Barbie, Snoopy trains take center stage at Pa. show

February 27, 2006|by JENNIFER FITCH

SCOTLAND, Pa. - Even with her makeup flawless, hair meticulously styled and evening gown bejeweled, Barbie didn't manage to claim the entire spotlight Sunday.

The beloved diva shared it with model trains, tiny cars and the other dolls making their own appearances at a show benefiting Cumberland Valley Model Railroad Club.

In its seventh year, the toy, train and doll show drew more than 350 people to the stands of collectors and dealers.


Many of the vendors said the show is a can't-miss, and just as many said their houses are brimming with collectibles.

"We've moved once for our collection, and we're in the process of building a (bigger) house," Beth Moats of Chambersburg said from behind a display of Snoopy memorabilia.

She adopted the love for Snoopy from her husband, Bob, who learned to read as a child with books that featured the beagle famous for his imagination and adventures detailed by Charles Schulz in Peanuts comic strips.

"We had the privilege of meeting Mr. Schulz before he passed," Beth Moats said.

The couple also receives memorabilia from the wife of the late cartoonist for auctions at a Snoopy-themed show they host each year to benefit Canine Companions for Independence, she said.

A few booths down from the Moats at the collectibles show, Doris Bikle explained that she now has hundreds of dolls in comparison to the few she had when young.

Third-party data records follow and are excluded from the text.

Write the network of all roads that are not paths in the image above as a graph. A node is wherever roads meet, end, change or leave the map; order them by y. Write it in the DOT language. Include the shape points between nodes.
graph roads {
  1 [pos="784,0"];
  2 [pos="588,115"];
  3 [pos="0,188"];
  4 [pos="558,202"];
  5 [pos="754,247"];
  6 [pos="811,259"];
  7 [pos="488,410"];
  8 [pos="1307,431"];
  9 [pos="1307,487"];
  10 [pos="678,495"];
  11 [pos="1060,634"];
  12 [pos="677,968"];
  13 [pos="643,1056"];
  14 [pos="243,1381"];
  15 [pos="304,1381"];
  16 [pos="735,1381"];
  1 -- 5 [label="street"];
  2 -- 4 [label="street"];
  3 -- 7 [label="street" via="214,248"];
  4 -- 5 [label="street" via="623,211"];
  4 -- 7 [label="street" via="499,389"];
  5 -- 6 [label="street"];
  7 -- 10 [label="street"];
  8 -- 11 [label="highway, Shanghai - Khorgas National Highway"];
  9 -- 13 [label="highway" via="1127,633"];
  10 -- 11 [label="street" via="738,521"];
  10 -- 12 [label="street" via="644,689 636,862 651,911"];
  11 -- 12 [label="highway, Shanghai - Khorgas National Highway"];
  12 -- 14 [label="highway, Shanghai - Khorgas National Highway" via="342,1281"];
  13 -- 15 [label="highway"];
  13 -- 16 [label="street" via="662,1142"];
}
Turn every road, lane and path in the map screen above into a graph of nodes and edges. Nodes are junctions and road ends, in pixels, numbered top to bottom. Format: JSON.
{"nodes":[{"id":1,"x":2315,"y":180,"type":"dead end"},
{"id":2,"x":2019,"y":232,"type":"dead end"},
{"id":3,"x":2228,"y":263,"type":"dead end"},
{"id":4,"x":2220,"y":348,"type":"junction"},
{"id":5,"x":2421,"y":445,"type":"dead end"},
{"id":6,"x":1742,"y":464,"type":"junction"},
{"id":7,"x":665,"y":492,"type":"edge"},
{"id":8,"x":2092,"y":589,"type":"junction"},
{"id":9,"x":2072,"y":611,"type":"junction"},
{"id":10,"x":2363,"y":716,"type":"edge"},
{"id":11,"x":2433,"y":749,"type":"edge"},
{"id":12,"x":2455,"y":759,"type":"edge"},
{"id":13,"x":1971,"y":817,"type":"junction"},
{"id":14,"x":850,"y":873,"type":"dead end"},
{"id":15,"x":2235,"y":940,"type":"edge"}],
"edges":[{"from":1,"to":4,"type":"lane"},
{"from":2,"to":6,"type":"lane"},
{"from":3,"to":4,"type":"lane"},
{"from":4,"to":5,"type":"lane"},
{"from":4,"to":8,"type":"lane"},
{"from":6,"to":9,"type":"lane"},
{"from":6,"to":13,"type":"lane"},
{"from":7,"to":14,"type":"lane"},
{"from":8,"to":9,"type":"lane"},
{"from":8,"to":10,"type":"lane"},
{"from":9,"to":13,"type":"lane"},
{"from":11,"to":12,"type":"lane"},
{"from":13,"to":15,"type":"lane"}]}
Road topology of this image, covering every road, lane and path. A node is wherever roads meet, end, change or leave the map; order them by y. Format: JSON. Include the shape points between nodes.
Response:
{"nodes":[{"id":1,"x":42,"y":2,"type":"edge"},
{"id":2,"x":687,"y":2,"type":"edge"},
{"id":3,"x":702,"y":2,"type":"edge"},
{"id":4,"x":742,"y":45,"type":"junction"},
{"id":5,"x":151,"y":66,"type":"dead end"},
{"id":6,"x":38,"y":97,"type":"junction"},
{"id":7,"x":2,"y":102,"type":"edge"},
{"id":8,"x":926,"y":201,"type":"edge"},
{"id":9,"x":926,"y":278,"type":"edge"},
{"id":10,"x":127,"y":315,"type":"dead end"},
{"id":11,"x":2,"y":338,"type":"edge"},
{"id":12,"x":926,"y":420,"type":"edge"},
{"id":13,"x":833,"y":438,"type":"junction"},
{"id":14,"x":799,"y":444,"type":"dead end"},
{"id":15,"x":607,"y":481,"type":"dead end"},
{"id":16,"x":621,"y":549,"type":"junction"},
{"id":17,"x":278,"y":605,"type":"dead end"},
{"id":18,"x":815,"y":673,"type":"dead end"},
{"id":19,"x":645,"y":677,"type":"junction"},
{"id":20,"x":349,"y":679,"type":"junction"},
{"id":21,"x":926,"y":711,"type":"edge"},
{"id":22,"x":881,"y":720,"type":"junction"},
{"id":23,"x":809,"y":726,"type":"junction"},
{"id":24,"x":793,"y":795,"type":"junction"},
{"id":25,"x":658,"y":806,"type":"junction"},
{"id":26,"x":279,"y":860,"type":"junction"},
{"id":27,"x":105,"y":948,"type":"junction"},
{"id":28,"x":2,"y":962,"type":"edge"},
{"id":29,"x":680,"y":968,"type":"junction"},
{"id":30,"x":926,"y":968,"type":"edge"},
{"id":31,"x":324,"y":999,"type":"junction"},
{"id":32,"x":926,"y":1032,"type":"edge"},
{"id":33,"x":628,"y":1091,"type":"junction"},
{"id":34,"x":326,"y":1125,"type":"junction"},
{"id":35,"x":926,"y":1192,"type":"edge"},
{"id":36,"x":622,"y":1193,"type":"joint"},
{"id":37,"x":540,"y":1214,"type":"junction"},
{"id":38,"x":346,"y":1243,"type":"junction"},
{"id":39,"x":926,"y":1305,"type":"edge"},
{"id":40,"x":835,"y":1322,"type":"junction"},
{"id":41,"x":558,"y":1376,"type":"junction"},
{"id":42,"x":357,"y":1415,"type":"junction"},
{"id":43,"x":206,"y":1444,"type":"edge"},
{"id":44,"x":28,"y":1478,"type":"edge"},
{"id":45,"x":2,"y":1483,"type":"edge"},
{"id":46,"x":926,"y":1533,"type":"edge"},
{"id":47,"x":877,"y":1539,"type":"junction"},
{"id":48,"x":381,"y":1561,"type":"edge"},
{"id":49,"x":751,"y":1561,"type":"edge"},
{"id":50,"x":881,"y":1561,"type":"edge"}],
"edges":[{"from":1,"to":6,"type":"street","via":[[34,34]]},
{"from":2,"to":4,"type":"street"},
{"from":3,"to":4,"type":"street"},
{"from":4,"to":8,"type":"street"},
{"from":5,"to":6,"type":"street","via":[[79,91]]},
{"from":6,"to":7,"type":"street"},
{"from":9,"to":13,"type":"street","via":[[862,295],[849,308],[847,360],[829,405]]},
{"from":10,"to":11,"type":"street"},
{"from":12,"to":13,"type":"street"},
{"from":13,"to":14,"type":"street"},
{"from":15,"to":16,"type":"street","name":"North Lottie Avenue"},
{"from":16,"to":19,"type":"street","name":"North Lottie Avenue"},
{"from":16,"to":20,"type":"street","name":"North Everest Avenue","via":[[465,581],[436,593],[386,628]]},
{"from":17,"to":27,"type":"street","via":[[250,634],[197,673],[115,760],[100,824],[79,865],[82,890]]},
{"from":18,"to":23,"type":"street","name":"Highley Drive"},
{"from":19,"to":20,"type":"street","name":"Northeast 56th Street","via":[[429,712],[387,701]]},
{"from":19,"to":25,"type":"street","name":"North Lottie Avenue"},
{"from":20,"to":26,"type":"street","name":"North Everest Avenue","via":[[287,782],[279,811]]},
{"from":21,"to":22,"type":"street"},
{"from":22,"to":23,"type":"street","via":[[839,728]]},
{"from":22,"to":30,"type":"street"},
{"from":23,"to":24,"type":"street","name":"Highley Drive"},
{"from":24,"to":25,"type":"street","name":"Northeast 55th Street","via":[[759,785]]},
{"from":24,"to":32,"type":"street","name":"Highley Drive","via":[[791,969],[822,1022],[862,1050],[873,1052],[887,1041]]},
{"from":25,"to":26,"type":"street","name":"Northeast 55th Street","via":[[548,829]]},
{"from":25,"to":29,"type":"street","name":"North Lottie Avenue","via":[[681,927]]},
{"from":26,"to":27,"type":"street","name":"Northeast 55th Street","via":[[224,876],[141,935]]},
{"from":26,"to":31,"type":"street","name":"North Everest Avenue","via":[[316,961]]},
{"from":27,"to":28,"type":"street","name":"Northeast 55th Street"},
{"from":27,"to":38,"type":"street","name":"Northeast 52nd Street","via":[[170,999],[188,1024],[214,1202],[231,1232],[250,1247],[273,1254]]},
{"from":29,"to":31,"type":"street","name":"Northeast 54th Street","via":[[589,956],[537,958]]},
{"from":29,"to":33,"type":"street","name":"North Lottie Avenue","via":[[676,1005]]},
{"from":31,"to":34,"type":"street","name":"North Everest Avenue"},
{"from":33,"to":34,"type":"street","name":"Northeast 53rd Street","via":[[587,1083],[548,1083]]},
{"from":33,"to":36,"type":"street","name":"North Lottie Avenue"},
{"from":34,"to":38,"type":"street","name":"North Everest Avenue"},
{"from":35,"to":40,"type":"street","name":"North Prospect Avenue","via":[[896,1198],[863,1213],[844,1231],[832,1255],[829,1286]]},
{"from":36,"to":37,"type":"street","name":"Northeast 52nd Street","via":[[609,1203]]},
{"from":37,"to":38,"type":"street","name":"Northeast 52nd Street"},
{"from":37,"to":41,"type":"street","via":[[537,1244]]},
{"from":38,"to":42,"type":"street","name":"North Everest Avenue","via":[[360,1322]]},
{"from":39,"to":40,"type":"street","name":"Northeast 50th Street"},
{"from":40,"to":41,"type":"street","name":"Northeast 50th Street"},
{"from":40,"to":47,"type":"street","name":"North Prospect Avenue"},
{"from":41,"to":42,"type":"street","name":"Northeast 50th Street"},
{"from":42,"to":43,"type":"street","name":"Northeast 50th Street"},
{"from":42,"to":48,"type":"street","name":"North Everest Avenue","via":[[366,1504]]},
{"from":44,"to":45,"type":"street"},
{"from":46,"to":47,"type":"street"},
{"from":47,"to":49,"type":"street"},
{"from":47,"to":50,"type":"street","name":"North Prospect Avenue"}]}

"As a child growing up in the Depression, there wasn't money to buy extra things. And I always loved dolls," she said.

Bikle only displays six dolls in her Chambersburg home; the rest are packed away for safe keeping. She has sewn many of the doll's dresses, meticulously attempting to stay true to the styles of what would have been their original garments.

"My mother taught me to sew when I was just a little kid," said Bikle, who sold an original Shirley Temple doll and displayed china dolls from the 1880s at the show.

The president of the Cumberland Valley Model Railroad Club, John Norris, and his wife, Susan, manned a booth to sell some of their private collection.

"We're getting rid of surplus," John Norris said.

Susan Norris developed a display of N gauge trains for the show in honor of the club's 10th anniversary.

The Norrises and Bill Robinson of Chambersburg, organizer of the collectibles show, arrived at 4 a.m. Sunday to prepare for the 9 a.m. opening of the event at Phyllis M. Argenbright Community Hall.

"We do this as a fundraiser twice a year," Robinson said.

Those funds, garnered from the admission and booth rental fees, allow the club to operate a permanent model train display at its facility on Nelson Street in Chambersburg. The display is visited by civic clubs, nursing home residents and youth groups, Robinson said.

Barbie made her appearance at the collectibles show as an astronaut, hula girl and crew member on the starship Enterprise. Other Barbies included Scarlett O'Hara from "Gone with the Wind" and Queen Amidala from "Star Wars."

"She's been around a long time," said Lisa Carey of Chambersburg.

Carey's collecting habits were influenced by her aunt, who purchased a number of Barbies and allowed her niece to play with them.

"They bought them to play with. Back then, Barbie was a kid's toy. Today, it's a very expensive collectible," said Lisa Carey's husband, Lowell.

They can be so expensive, in fact, that he usually only buys his wife the dolls for special occasions like birthdays, anniversaries and Christmas. Those gifts are often more than $750, he said.

"I'm sticking to the vintage," said Lisa Carey. "I like the old stuff."

The difference between the older dolls and the ones found today is quality, she said.

Barbie was first made in Japan, where women handstitched the dolls' clothes at their homes. Someone would visit the home with a collection basket for the ladies' work.

"They used the real zippers and satins," Lisa Carey said.

Reflecting their origins, the first dolls had Japanese facial characteristics.

"Barbie went through probably four facial changes in her first two years," said Lisa Carey, who noted that the first dolls now bring $15,000 from serious collectors.

The Careys said one of the most difficult parts of collecting vintage Barbies is that tiny accessories to her outfits, like shoes and jewelry, have long since been lost or mangled by a vacuum.

"It's just a challenge to get a complete outfit," said Lowell Carey.